* Task data *
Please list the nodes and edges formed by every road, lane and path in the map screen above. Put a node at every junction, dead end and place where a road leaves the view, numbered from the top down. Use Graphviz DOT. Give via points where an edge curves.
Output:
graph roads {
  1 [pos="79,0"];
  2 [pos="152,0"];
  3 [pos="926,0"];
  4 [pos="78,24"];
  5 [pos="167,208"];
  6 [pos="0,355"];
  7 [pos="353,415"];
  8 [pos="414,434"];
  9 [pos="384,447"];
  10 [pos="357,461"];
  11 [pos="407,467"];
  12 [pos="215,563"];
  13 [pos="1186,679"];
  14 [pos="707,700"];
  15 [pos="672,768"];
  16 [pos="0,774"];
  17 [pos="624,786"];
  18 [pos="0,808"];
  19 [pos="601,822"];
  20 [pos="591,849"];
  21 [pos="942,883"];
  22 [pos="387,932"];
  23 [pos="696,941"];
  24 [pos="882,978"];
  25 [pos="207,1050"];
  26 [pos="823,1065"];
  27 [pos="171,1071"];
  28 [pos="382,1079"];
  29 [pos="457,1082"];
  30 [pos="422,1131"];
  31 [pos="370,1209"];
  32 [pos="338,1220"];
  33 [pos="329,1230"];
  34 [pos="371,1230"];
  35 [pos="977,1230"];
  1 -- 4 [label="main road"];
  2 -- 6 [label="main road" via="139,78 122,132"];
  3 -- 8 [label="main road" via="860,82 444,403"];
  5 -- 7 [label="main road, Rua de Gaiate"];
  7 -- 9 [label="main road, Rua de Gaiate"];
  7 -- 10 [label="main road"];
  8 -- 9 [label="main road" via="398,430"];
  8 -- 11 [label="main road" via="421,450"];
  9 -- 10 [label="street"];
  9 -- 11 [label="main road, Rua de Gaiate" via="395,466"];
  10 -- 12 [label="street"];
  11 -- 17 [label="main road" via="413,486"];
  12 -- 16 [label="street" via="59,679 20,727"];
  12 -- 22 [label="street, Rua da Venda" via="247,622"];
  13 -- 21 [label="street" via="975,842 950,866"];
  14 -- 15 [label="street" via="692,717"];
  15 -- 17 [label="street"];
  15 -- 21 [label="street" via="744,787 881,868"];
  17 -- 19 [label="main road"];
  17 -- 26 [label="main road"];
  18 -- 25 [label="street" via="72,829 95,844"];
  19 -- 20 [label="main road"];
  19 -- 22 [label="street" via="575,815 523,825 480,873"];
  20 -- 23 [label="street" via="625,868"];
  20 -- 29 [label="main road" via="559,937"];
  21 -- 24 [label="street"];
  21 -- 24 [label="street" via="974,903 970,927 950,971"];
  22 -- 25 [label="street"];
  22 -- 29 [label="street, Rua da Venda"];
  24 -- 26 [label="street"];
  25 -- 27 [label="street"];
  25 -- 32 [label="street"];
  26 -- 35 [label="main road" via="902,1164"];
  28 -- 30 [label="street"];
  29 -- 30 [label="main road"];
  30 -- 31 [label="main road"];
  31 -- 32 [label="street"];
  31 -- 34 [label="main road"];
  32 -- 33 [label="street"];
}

* Description of the task *
Restate each entry word for word.

* Output of the task *
Please list the nodes and edges formed by every road, lane and path in the map screen above. Put a node at every junction, dead end and place where a road leaves the view, numbered from the top down. Use Graphviz DOT. Give via points where an edge curves.
Output:
graph roads {
  1 [pos="79,0"];
  2 [pos="152,0"];
  3 [pos="926,0"];
  4 [pos="78,24"];
  5 [pos="167,208"];
  6 [pos="0,355"];
  7 [pos="353,415"];
  8 [pos="414,434"];
  9 [pos="384,447"];
  10 [pos="357,461"];
  11 [pos="407,467"];
  12 [pos="215,563"];
  13 [pos="1186,679"];
  14 [pos="707,700"];
  15 [pos="672,768"];
  16 [pos="0,774"];
  17 [pos="624,786"];
  18 [pos="0,808"];
  19 [pos="601,822"];
  20 [pos="591,849"];
  21 [pos="942,883"];
  22 [pos="387,932"];
  23 [pos="696,941"];
  24 [pos="882,978"];
  25 [pos="207,1050"];
  26 [pos="823,1065"];
  27 [pos="171,1071"];
  28 [pos="382,1079"];
  29 [pos="457,1082"];
  30 [pos="422,1131"];
  31 [pos="370,1209"];
  32 [pos="338,1220"];
  33 [pos="329,1230"];
  34 [pos="371,1230"];
  35 [pos="977,1230"];
  1 -- 4 [label="main road"];
  2 -- 6 [label="main road" via="139,78 122,132"];
  3 -- 8 [label="main road" via="860,82 444,403"];
  5 -- 7 [label="main road, Rua de Gaiate"];
  7 -- 9 [label="main road, Rua de Gaiate"];
  7 -- 10 [label="main road"];
  8 -- 9 [label="main road" via="398,430"];
  8 -- 11 [label="main road" via="421,450"];
  9 -- 10 [label="street"];
  9 -- 11 [label="main road, Rua de Gaiate" via="395,466"];
  10 -- 12 [label="street"];
  11 -- 17 [label="main road" via="413,486"];
  12 -- 16 [label="street" via="59,679 20,727"];
  12 -- 22 [label="street, Rua da Venda" via="247,622"];
  13 -- 21 [label="street" via="975,842 950,866"];
  14 -- 15 [label="street" via="692,717"];
  15 -- 17 [label="street"];
  15 -- 21 [label="street" via="744,787 881,868"];
  17 -- 19 [label="main road"];
  17 -- 26 [label="main road"];
  18 -- 25 [label="street" via="72,829 95,844"];
  19 -- 20 [label="main road"];
  19 -- 22 [label="street" via="575,815 523,825 480,873"];
  20 -- 23 [label="street" via="625,868"];
  20 -- 29 [label="main road" via="559,937"];
  21 -- 24 [label="street"];
  21 -- 24 [label="street" via="974,903 970,927 950,971"];
  22 -- 25 [label="street"];
  22 -- 29 [label="street, Rua da Venda"];
  24 -- 26 [label="street"];
  25 -- 27 [label="street"];
  25 -- 32 [label="street"];
  26 -- 35 [label="main road" via="902,1164"];
  28 -- 30 [label="street"];
  29 -- 30 [label="main road"];
  30 -- 31 [label="main road"];
  31 -- 32 [label="street"];
  31 -- 34 [label="main road"];
  32 -- 33 [label="street"];
}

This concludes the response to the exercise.